TASK - The entries that follow should be repeated exactly, with no pictures kept.

=== STUDY MATERIAL ===

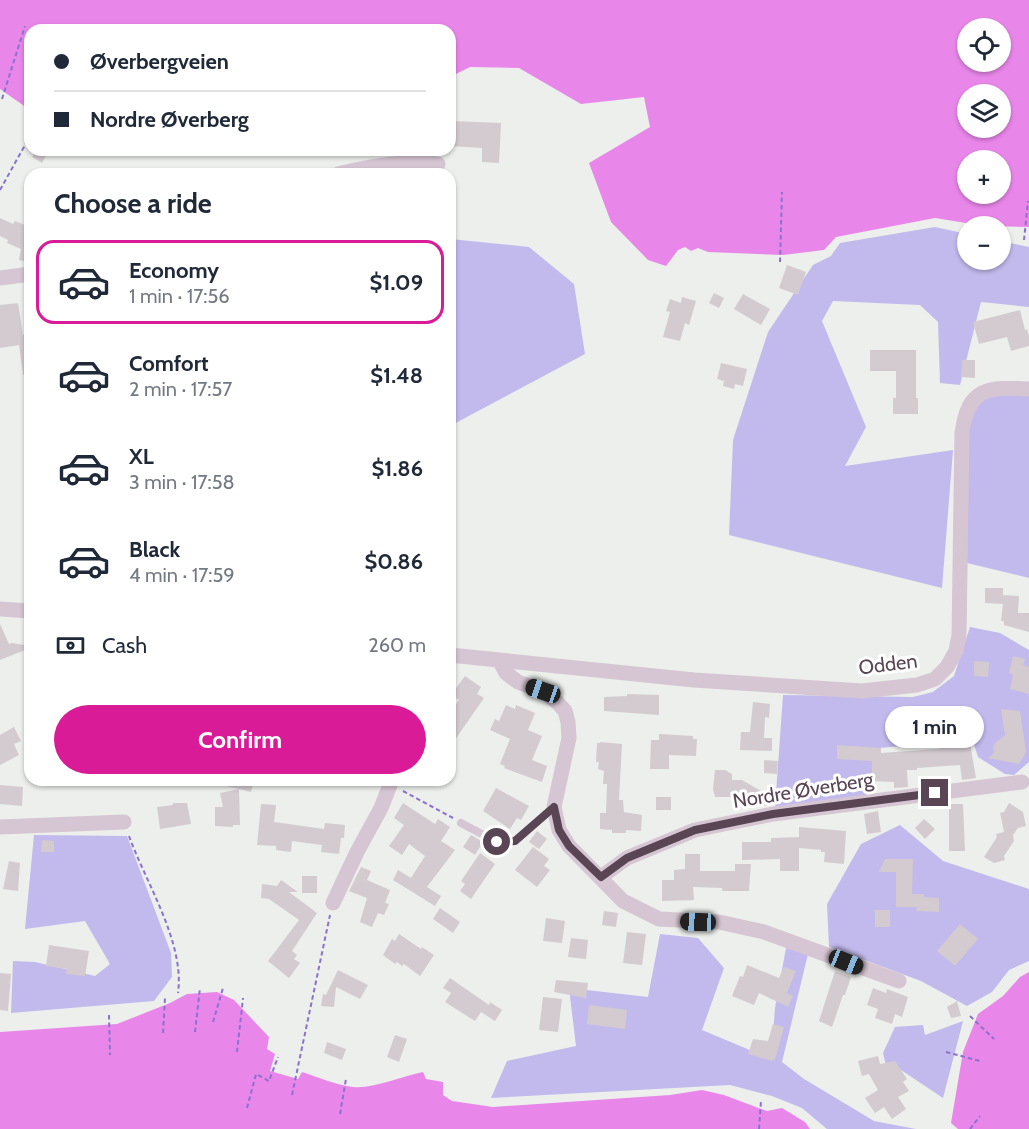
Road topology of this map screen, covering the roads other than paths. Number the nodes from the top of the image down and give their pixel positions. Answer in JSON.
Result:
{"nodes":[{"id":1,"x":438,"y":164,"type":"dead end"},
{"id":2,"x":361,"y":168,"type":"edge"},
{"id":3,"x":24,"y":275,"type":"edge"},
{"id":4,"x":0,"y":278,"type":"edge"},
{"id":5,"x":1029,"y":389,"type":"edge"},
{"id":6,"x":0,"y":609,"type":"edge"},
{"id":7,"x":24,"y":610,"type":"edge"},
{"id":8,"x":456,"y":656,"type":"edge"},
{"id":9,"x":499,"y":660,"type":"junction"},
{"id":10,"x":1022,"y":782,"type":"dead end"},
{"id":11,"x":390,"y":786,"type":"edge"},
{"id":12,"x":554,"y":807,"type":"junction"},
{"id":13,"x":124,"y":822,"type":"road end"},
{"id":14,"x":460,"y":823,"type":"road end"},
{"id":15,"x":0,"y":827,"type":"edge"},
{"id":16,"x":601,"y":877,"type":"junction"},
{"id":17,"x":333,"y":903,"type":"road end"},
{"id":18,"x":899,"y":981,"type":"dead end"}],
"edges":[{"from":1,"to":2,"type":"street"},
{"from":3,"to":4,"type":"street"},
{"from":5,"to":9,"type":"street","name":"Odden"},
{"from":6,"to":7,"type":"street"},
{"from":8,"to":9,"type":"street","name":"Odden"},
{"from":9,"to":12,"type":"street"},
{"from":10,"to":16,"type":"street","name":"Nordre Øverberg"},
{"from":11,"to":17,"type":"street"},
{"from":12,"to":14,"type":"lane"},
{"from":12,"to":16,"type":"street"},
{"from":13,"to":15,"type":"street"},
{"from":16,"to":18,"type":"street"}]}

===

ANSWER BOX -
Road topology of this map screen, covering the roads other than paths. Number the nodes from the top of the image down and give their pixel positions. Answer in JSON.
Result:
{"nodes":[{"id":1,"x":438,"y":164,"type":"dead end"},
{"id":2,"x":361,"y":168,"type":"edge"},
{"id":3,"x":24,"y":275,"type":"edge"},
{"id":4,"x":0,"y":278,"type":"edge"},
{"id":5,"x":1029,"y":389,"type":"edge"},
{"id":6,"x":0,"y":609,"type":"edge"},
{"id":7,"x":24,"y":610,"type":"edge"},
{"id":8,"x":456,"y":656,"type":"edge"},
{"id":9,"x":499,"y":660,"type":"junction"},
{"id":10,"x":1022,"y":782,"type":"dead end"},
{"id":11,"x":390,"y":786,"type":"edge"},
{"id":12,"x":554,"y":807,"type":"junction"},
{"id":13,"x":124,"y":822,"type":"road end"},
{"id":14,"x":460,"y":823,"type":"road end"},
{"id":15,"x":0,"y":827,"type":"edge"},
{"id":16,"x":601,"y":877,"type":"junction"},
{"id":17,"x":333,"y":903,"type":"road end"},
{"id":18,"x":899,"y":981,"type":"dead end"}],
"edges":[{"from":1,"to":2,"type":"street"},
{"from":3,"to":4,"type":"street"},
{"from":5,"to":9,"type":"street","name":"Odden"},
{"from":6,"to":7,"type":"street"},
{"from":8,"to":9,"type":"street","name":"Odden"},
{"from":9,"to":12,"type":"street"},
{"from":10,"to":16,"type":"street","name":"Nordre Øverberg"},
{"from":11,"to":17,"type":"street"},
{"from":12,"to":14,"type":"lane"},
{"from":12,"to":16,"type":"street"},
{"from":13,"to":15,"type":"street"},
{"from":16,"to":18,"type":"street"}]}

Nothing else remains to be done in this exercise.